Steve Friend, a whistleblower who was key to 2023 Republican claims that the FBI was being weaponized against conservatives, was dismissed by FBI director Kash Patel after making veiled threats directly to his boss on a podcast, according to The New York Post.
“You better pray to Gaia or Vishnu or whatever your maker is, that RealSteveFriend is never in a position to be an instrument of God’s wrath,” Friend said on the podcast of another former FBI agent, Kyle Seraphin.

“I will be merciful: I won’t give you a trial and a hanging,” Friend said on The Seraphin Show on Dec. 5. “I’ll allow you to breathe every breath that your body will have for the rest of its natural life inside of a box, and then when it ultimately fades to black, that’s when real wrath begins.”
While not mentioned explicitly by name, Patel quoted the threat made toward “executive leadership” in Friend’s dismissal letter dated Dec. 12.
“You are being summarily dismissed from your position at the Federal Bureau of Investigation, and removed from the federal service, under my authority as the FBI Director, effective immediately,” Patel wrote.
“You have demonstrated unprofessional conduct and poor judgment.”

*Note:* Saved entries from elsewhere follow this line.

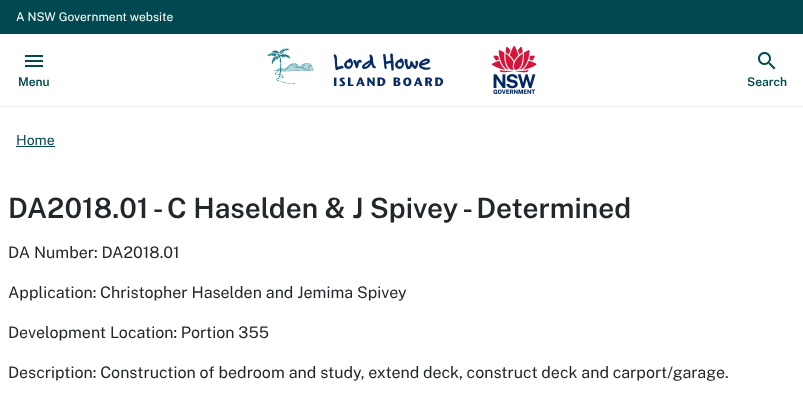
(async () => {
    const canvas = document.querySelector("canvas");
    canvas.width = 803;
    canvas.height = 401;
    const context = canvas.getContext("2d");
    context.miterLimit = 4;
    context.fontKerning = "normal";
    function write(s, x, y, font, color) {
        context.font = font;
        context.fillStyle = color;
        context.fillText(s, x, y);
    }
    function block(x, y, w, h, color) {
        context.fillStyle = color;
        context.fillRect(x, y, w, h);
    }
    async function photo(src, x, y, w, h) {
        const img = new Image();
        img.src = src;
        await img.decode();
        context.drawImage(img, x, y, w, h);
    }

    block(0, 0, 803, 401, "rgb(255, 255, 255)");
    block(0, 0, 803, 34, "rgb(0, 73, 80)");
    write("A NSW Government website", 16, 21, "12px Public Sans", "rgb(255, 255, 255)");
    block(0, 106, 803, 1, "rgb(235, 235, 235)");
    await photo("media/1.png", 25, 55, 18, 12);
    write("Menu", 18, 86, "600 12px Public Sans", "rgb(0, 73, 80)");
    await photo("media/2.png", 267, 48, 47, 37);
    write("Lord Howe", 333, 69, "bold 24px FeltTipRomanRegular", "rgb(7, 44, 104)");
    context.letterSpacing = "1.6px";
    write("ISLAND BOARD", 333, 86, "bold 11.25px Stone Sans", "rgb(7, 44, 104)");
    await photo("media/3.png", 492, 46, 45, 48);
    await photo("media/4.png", 758, 52, 18, 18);
    context.letterSpacing = "0px";
    write("Search", 747, 86, "600 12px Public Sans", "rgb(0, 73, 80)");
    write("Home", 16, 145, "14px Public Sans", "rgb(0, 73, 80)");
    block(16, 146, 39, 1, "rgb(0, 73, 80)");
    write("DA2018.01 - C Haselden & J Spivey - Determined", 8, 218, "600 28px Public Sans", "rgb(34, 39, 43)");
    write("DA Number: DA2018.01", 8, 258, "16px Public Sans", "rgb(34, 39, 43)");
    write("Application: Christopher Haselden and Jemima Spivey", 8, 298, "16px Public Sans", "rgb(34, 39, 43)");
    write("Development Location: Portion 355", 8, 338, "16px Public Sans", "rgb(34, 39, 43)");
    write("Description: Construction of bedroom and study, extend deck, construct deck and carport/garage.", 8, 378, "16px Public Sans", "rgb(34, 39, 43)");
})();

The 40-year-old former FBI SWAT team agent was suspended in Aug. 2022 under the Biden administration after alleging that the bureau was using inappropriate force to pursue those involved in the Jan. 6th attack on the U.S. Capitol building.
He was one of three whistleblowers who testified before Rep. Jim Jordan’s 2023 investigation into allegations of discrimination and bias at the FBI.

Friend went on to author a book about his trials as a whistleblower and has appeared regularly on podcasts, becoming something of a minor online personality in conservative digital circles.
While he returned to the FBI payroll in October, according to the Post, he continued his media appearances. In October, Friend began disseminating the conspiracy theory that the Jan. 6th pipe bomb suspect, Brian Cole Jr., was arrested as part of a major cover-up.
“You’re just so damn thirsty to get a win for dad so that the president will be proud of you, finally, and your fans will return and have devotion to you,” Friend said on the same Kyle Seraphin podcast, describing the arrest of Cole as “a put-up job.”
Since his dismissal, Friend has reshared several posts to his X account, which suggest that his firing confirms the pipe bomb arrest cover-up.
Conservative commentator Miranda Devine has come out in support of the whistleblower, saying that Patel’s firing of the “hero” for “rude comments” is unfitting for his position.
“I think it has been unwise and self-destructive for Steve to blow off steam in public,” she wrote, adding “But this whole debacle could have been averted if anyone at the FBI had treated him with respect.”
However, Jordan Schachtel, publisher of the popular right-wing Substack The Dossier, argued Devine was “way off base” in her assessment.
“In no world can anyone, as an employee of the FBI, wage a public, vicious personal attack against the Director and be expected not to face any recourse,” Schachtel wrote. “This is absurd. He is not a victim.”